Saturday, November 11, 2017

UANG KEMBALIAN

Jaman sekarang, supermarket sudah tidak berani mengembalikan uang pelanggan dalam bentuk permen. Bisa kena semprit YLKI. Tidak hanya itu, ternyata mengembalikan uang konsumen dalam bentuk permen, bisa terancam hukuman pidana. Dasar hukumnya adalah UU Konsumen yang intinya menyatakan adanya transaksi yang menimbulkan gangguan atau ketidaknyamanan psikis pada pembeli,  yang dilakukan oleh penjual. Dasar hukum lain adalah UU BI yang menyatakan  bahwa uang resmi yang dipakai di wilayah NKRI adalah uang rupiah. Ternyata masalah uang kembali dalam bentuk permen tidaklah sesederhana yang dikira masyarakat umumnya.

Dulu, sebelum UU konsumen dan UU BI disahkan (keduanya disahkan tahun 1999), praktik mengganti uang receh kembalian, dengan permen banyak terjadi. Sebagian masyarakat, menerimanya, tidak mempermasalahkannya.

"Ah, hanya permen, ini", seperti seorang teman berkomentar. " Hanya 200 perak".

Tetapi ada juga yang menerimanya sambil menggerutu. Soalnya tidak semua orang suka permen.

 "Aku kan gak makan permen.  Gak suka permen. Tambah lagi aku gak membeli dan  gak minta permen". Ini komentar adikku.

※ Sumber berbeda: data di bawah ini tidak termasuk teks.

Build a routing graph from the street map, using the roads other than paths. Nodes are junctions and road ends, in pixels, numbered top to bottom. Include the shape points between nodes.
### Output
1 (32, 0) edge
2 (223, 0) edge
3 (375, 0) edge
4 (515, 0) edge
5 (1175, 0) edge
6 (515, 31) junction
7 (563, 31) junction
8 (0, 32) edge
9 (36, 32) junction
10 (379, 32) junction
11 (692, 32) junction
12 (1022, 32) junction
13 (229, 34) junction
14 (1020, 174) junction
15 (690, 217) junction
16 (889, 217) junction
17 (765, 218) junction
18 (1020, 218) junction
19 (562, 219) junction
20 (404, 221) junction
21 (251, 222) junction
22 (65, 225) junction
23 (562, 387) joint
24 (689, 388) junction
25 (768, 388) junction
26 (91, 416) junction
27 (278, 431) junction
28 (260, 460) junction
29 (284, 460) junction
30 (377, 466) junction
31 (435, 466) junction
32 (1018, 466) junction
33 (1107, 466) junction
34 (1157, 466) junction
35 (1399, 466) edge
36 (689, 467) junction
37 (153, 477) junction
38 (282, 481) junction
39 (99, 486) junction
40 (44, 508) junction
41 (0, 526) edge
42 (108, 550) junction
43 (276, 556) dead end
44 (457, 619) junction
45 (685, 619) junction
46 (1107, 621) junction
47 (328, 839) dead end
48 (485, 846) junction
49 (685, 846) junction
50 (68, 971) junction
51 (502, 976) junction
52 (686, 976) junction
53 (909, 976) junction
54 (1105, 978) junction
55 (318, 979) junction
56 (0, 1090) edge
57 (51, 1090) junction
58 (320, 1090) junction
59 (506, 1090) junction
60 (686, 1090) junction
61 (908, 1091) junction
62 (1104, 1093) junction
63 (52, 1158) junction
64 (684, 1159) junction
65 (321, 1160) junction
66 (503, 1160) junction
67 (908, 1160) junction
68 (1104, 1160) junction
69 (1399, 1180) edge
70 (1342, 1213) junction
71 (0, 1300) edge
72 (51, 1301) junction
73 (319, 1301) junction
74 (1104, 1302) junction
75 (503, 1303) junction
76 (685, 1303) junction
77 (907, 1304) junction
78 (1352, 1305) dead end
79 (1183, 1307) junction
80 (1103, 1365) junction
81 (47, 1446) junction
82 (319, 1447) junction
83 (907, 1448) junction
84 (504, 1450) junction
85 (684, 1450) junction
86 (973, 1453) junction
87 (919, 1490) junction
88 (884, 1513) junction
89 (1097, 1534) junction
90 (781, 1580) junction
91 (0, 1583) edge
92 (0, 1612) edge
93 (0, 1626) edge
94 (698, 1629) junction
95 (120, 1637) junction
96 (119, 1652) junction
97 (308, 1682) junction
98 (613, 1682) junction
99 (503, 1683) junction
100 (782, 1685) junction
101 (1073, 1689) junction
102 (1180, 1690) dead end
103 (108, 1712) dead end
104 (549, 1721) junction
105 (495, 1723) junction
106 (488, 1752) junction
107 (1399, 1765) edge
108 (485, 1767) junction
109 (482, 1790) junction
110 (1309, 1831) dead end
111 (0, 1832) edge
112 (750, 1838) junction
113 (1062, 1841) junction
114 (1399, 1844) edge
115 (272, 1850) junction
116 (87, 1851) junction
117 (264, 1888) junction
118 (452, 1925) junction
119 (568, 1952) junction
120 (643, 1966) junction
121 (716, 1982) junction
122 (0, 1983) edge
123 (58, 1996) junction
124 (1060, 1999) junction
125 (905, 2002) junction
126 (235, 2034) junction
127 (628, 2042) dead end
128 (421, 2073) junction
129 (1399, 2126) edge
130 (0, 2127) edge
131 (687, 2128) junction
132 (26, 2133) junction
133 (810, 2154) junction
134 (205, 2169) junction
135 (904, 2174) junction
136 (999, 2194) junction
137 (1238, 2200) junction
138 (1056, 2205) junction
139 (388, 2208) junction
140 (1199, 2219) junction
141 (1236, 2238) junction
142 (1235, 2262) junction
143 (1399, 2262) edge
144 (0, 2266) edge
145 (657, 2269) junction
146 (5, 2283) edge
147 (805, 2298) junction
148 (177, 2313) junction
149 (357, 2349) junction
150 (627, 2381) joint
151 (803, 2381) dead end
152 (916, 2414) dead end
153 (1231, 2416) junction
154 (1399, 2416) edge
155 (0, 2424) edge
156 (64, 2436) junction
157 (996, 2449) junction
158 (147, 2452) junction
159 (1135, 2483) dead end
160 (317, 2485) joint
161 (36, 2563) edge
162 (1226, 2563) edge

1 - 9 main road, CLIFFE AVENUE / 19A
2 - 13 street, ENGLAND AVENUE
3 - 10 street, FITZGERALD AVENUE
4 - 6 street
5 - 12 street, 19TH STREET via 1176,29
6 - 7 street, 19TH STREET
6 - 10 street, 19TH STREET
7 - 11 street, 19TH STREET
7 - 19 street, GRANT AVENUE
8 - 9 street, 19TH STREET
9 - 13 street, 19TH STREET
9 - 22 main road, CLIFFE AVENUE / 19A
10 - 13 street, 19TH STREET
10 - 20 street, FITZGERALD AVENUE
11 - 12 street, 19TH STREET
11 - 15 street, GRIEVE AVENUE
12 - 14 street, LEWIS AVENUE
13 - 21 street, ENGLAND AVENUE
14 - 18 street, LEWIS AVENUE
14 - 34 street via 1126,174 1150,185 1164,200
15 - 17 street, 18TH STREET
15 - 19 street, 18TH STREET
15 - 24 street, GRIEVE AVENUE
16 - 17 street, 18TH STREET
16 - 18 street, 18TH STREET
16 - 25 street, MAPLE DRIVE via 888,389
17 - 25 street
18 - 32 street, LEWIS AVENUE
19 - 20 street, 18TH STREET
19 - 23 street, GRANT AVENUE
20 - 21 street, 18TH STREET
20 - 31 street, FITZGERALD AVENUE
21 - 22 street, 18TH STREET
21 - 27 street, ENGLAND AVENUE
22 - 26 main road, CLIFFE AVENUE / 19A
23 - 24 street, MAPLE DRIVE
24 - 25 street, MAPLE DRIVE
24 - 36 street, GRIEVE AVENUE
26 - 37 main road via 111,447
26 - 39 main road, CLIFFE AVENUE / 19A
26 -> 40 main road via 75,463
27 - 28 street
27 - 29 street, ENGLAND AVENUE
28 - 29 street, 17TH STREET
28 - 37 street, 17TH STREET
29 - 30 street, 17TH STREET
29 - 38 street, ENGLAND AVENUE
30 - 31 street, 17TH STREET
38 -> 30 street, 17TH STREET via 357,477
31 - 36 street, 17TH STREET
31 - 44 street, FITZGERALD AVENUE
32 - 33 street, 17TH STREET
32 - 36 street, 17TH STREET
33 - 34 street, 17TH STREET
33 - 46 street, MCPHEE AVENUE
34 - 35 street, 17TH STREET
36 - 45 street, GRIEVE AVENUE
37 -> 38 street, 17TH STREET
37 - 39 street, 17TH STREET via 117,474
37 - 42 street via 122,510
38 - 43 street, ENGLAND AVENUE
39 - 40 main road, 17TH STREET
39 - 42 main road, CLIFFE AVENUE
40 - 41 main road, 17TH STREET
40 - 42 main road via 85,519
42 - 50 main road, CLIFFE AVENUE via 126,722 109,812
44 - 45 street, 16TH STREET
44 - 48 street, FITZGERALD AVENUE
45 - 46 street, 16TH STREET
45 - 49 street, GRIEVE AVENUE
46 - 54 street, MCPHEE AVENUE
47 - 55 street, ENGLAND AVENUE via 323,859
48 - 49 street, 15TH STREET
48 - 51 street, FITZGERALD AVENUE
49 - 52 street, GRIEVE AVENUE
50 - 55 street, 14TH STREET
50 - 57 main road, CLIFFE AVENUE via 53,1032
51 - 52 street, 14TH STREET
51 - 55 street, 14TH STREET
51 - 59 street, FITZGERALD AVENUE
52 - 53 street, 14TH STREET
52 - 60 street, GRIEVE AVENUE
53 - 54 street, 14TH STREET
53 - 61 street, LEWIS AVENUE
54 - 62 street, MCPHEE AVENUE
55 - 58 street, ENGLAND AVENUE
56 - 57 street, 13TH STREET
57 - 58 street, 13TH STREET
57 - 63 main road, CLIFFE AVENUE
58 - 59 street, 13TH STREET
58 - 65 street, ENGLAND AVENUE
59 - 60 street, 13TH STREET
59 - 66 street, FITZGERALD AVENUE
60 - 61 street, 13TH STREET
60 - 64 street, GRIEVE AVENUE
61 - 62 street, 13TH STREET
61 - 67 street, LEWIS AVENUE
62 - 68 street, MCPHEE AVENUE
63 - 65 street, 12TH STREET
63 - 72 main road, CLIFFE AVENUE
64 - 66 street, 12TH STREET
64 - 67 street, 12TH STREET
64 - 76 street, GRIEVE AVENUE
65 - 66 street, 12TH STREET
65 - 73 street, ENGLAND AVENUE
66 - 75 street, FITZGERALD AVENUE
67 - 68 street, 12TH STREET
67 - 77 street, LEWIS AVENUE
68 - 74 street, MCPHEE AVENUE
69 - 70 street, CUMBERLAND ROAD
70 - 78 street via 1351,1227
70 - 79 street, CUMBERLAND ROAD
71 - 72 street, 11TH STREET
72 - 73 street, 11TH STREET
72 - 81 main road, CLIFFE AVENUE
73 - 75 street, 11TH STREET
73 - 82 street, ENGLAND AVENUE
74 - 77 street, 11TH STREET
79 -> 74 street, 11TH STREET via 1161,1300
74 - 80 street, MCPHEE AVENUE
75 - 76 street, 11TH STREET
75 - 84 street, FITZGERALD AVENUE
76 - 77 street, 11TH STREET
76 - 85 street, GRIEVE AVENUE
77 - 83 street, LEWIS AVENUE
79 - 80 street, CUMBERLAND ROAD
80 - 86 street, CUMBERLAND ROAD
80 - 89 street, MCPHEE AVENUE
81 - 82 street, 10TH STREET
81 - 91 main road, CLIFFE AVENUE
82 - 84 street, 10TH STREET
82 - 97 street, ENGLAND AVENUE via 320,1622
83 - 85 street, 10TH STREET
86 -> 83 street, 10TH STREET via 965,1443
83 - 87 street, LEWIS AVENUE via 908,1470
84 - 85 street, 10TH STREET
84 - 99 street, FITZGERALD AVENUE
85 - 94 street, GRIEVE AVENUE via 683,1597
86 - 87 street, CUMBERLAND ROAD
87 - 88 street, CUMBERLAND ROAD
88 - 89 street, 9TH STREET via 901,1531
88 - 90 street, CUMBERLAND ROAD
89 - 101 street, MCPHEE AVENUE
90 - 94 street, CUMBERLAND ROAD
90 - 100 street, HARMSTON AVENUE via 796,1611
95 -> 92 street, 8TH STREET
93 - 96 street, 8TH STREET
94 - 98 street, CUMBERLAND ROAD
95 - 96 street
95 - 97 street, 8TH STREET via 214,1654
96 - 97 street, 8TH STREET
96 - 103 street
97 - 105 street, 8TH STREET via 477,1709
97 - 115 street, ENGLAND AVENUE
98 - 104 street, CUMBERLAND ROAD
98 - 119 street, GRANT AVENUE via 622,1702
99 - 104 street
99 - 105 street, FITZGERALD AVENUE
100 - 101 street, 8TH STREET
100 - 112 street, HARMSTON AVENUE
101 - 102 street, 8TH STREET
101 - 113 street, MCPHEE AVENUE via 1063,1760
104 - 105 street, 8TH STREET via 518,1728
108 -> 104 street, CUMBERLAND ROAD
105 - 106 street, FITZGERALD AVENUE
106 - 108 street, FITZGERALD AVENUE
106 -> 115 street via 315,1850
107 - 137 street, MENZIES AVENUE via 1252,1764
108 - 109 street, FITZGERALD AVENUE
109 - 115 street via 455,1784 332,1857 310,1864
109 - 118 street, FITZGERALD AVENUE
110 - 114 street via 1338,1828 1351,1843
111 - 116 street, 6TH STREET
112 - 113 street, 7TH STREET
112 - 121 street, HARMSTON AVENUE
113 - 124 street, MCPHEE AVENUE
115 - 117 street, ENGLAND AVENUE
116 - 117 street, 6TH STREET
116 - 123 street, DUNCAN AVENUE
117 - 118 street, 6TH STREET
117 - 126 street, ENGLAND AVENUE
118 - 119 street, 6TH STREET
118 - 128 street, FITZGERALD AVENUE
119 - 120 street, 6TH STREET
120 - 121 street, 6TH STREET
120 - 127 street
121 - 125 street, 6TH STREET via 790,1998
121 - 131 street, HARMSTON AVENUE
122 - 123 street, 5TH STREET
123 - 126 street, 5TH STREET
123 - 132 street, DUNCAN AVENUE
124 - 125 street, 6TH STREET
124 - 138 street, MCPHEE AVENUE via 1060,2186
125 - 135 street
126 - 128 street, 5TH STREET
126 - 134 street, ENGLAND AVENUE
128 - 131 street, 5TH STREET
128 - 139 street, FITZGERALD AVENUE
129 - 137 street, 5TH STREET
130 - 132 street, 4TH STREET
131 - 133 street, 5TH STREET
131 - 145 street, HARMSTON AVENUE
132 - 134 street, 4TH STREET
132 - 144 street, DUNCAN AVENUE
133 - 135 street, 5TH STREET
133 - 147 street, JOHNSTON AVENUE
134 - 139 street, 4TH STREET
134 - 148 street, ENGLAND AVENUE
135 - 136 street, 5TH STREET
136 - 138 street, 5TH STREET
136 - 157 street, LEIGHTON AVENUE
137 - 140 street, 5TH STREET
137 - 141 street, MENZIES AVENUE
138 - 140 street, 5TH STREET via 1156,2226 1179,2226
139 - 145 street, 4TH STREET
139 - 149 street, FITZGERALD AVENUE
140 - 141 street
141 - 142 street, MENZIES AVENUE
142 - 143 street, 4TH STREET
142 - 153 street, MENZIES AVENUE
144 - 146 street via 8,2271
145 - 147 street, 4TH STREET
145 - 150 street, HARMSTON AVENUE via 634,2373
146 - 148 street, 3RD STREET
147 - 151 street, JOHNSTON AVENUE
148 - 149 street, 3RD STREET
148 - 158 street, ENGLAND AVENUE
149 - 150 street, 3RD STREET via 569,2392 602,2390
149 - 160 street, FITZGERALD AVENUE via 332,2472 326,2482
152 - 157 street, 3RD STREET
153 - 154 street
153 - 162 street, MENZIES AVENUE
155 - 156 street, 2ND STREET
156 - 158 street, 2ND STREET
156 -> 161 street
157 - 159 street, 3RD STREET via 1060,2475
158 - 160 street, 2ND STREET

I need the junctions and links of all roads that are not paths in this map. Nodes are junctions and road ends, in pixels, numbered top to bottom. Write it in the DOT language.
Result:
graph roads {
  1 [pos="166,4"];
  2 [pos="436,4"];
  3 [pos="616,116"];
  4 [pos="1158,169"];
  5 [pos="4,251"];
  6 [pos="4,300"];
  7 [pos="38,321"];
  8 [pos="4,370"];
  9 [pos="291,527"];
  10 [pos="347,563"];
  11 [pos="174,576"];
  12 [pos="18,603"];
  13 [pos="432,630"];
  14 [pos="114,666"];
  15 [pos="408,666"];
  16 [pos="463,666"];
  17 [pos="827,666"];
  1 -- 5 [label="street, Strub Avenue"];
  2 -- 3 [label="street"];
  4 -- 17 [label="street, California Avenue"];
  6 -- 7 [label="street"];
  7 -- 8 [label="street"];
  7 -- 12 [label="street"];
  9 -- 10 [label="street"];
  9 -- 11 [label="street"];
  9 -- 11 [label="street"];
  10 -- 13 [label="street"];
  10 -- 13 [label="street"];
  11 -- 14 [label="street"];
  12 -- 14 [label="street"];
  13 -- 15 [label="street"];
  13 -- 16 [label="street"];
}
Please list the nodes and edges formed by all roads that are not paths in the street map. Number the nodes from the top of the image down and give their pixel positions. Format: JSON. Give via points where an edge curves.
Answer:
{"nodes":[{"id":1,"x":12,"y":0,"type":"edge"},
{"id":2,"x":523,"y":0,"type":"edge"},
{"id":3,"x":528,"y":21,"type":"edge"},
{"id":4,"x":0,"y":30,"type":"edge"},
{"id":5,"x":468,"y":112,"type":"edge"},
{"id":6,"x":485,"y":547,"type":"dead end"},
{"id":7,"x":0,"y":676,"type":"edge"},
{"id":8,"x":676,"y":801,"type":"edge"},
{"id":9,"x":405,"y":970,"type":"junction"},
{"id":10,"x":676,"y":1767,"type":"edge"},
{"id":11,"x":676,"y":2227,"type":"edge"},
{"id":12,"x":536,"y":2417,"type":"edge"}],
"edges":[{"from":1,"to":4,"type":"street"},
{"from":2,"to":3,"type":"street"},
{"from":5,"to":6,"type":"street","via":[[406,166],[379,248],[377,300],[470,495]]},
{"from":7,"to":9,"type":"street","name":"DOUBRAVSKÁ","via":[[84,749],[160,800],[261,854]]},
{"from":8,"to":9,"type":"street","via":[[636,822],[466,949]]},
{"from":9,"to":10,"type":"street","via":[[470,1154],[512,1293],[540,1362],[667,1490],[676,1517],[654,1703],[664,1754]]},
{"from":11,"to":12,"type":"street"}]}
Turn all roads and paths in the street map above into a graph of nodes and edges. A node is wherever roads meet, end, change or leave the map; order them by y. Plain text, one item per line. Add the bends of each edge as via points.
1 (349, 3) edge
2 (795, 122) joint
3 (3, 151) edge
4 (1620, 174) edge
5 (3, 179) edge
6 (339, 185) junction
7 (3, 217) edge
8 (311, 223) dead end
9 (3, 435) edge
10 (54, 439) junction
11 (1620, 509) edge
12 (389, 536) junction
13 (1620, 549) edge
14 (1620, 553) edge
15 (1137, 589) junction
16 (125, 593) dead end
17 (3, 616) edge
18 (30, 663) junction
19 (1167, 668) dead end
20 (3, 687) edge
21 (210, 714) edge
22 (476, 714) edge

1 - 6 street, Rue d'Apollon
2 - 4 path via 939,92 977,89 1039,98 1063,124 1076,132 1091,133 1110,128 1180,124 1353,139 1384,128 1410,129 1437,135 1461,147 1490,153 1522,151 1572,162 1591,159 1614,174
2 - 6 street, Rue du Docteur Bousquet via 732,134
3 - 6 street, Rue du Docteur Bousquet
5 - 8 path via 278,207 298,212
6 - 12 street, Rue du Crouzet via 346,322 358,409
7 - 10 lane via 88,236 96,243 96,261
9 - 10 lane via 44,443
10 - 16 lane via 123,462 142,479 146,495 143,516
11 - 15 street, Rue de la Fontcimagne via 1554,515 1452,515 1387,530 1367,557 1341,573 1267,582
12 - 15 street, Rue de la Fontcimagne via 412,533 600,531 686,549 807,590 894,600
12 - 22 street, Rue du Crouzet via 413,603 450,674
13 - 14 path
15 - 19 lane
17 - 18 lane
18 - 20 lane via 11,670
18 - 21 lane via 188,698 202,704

Tetapi yang lebih ironis terjadi ketika aku masih  bekerja sebagai supervisor di Kantor Pos. Ketika itu ada instruksi tak tertulis dari Kepala Kantor untuk memberikan uang kembalian kepada pelanggan, berupa barang barang produksi Pos. Apa itu? Amplop, kartu pos, kartu weselpos (ketika itu masih dinilai rupiahnya). Untuk mempraktikkan "mata uang Pos" itu, maka setiap petugas di loket, dibekali barang barang itu. Jadi petugas surat kilat khusus, punya stock amplop, kartu pos dan kartu wesel.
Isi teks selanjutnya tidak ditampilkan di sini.